**Given data:**
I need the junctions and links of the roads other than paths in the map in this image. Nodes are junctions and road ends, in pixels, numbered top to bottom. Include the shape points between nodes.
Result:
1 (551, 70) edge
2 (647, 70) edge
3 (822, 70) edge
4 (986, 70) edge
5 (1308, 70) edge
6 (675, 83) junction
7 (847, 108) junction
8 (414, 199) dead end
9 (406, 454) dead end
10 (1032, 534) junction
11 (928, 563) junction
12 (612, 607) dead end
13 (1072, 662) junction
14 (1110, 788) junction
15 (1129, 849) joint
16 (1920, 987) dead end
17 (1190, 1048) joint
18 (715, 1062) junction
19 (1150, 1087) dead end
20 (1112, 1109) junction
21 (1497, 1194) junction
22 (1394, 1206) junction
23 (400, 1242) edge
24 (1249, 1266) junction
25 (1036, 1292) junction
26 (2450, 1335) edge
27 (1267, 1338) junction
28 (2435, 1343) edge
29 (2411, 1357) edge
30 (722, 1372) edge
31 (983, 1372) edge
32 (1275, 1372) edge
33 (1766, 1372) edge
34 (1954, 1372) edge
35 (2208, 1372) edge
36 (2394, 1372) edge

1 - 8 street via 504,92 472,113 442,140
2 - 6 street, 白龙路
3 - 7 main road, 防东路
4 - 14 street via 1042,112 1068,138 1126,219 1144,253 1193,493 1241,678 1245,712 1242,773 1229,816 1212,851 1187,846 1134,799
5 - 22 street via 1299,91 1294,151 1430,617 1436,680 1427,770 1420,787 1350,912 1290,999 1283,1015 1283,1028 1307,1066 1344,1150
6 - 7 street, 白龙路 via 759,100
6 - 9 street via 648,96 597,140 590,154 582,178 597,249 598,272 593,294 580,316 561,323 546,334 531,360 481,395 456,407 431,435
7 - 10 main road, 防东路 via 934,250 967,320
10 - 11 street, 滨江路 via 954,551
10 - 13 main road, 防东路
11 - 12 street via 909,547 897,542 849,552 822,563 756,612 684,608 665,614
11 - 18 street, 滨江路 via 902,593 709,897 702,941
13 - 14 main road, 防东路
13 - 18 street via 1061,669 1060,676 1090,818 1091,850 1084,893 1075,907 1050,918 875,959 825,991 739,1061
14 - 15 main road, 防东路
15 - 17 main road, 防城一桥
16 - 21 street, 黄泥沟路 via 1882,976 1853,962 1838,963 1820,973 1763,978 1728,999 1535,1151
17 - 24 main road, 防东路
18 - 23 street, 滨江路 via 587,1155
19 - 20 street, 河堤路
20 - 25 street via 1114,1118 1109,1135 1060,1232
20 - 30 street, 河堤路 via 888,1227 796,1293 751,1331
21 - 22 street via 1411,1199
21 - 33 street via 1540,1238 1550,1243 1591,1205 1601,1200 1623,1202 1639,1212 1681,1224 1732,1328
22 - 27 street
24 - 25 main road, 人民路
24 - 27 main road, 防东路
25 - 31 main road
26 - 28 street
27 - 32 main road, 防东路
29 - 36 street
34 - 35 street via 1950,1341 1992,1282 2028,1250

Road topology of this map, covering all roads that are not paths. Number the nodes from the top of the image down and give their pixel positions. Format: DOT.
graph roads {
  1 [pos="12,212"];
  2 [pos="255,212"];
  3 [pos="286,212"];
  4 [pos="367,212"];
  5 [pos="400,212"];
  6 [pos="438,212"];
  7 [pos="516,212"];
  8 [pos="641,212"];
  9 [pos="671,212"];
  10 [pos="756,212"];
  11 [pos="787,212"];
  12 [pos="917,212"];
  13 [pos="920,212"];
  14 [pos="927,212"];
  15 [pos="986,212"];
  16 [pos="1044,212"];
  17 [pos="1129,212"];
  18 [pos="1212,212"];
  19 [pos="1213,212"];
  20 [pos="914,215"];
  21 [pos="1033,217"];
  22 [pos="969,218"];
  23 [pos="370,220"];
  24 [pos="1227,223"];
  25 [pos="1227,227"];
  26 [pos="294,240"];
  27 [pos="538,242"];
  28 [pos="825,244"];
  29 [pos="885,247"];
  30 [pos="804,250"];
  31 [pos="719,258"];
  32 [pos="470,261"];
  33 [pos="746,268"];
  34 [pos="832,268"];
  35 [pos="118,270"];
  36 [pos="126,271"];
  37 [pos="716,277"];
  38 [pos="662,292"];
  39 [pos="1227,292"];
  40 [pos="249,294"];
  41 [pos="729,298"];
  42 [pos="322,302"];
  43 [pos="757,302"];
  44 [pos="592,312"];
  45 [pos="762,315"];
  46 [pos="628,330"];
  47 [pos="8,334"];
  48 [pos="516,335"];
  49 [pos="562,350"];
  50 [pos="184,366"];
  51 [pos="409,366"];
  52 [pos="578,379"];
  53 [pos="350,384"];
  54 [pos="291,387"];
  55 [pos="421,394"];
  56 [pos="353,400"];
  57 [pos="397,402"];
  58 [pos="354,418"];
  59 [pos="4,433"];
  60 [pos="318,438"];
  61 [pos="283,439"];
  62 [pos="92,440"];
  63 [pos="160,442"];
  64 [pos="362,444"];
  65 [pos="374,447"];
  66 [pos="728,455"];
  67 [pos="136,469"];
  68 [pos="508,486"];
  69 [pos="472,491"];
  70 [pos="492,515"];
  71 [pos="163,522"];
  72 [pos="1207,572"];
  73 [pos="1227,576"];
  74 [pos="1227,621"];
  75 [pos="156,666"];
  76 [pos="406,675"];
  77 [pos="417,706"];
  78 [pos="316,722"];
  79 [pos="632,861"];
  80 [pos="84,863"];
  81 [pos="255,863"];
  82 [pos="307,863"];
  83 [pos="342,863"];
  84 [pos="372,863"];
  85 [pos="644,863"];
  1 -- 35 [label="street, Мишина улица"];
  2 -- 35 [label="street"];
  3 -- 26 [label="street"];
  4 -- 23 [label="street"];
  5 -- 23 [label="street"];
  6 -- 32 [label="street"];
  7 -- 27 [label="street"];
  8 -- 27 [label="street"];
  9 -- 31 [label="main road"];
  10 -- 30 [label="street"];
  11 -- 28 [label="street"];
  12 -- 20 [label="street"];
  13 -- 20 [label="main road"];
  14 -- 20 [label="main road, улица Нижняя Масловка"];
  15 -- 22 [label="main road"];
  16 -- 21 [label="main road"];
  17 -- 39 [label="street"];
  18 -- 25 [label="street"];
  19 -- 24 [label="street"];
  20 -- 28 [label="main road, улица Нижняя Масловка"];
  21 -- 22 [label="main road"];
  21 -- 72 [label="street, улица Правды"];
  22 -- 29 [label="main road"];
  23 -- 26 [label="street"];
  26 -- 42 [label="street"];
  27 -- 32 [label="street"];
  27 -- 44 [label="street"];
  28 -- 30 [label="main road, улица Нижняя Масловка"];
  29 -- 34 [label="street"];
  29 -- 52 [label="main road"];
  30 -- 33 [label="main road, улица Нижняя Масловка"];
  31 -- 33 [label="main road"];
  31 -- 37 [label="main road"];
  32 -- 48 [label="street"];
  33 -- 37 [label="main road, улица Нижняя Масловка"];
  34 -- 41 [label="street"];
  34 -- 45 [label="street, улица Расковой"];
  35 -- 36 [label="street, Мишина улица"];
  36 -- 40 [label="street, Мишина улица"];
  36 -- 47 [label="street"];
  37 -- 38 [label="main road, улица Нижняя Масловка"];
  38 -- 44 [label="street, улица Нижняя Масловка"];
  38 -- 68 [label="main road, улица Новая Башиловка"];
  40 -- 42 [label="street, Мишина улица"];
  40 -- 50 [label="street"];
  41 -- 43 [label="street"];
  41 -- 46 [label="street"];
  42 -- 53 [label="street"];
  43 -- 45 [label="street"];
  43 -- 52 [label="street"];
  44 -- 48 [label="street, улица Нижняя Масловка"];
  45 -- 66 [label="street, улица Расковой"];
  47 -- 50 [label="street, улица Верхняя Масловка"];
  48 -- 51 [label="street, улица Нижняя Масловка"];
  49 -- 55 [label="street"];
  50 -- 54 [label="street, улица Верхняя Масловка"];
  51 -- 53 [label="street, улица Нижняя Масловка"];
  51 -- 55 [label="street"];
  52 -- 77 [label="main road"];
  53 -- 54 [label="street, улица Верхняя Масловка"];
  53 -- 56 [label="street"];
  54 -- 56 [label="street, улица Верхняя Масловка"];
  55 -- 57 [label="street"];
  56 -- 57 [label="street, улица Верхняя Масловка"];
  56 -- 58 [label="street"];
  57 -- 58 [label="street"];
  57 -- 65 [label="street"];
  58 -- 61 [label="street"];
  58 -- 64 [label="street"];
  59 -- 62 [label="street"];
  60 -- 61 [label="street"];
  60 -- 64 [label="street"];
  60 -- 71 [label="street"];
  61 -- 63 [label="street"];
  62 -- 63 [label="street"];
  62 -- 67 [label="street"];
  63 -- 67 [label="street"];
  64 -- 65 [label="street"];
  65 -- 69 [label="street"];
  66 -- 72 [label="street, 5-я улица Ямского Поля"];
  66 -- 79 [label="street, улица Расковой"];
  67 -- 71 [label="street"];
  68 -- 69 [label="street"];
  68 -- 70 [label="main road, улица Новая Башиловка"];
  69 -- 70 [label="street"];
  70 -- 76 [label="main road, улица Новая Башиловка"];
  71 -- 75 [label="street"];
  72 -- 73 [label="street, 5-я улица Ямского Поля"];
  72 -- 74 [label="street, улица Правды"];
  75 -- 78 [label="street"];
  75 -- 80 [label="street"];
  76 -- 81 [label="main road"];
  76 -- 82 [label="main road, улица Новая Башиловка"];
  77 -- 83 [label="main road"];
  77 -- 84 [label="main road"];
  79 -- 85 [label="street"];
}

**To do:** All lines in the records with the string "dead" should be copied out.

**Exercise answer:**
8 (414, 199) dead end
9 (406, 454) dead end
12 (612, 607) dead end
16 (1920, 987) dead end
19 (1150, 1087) dead end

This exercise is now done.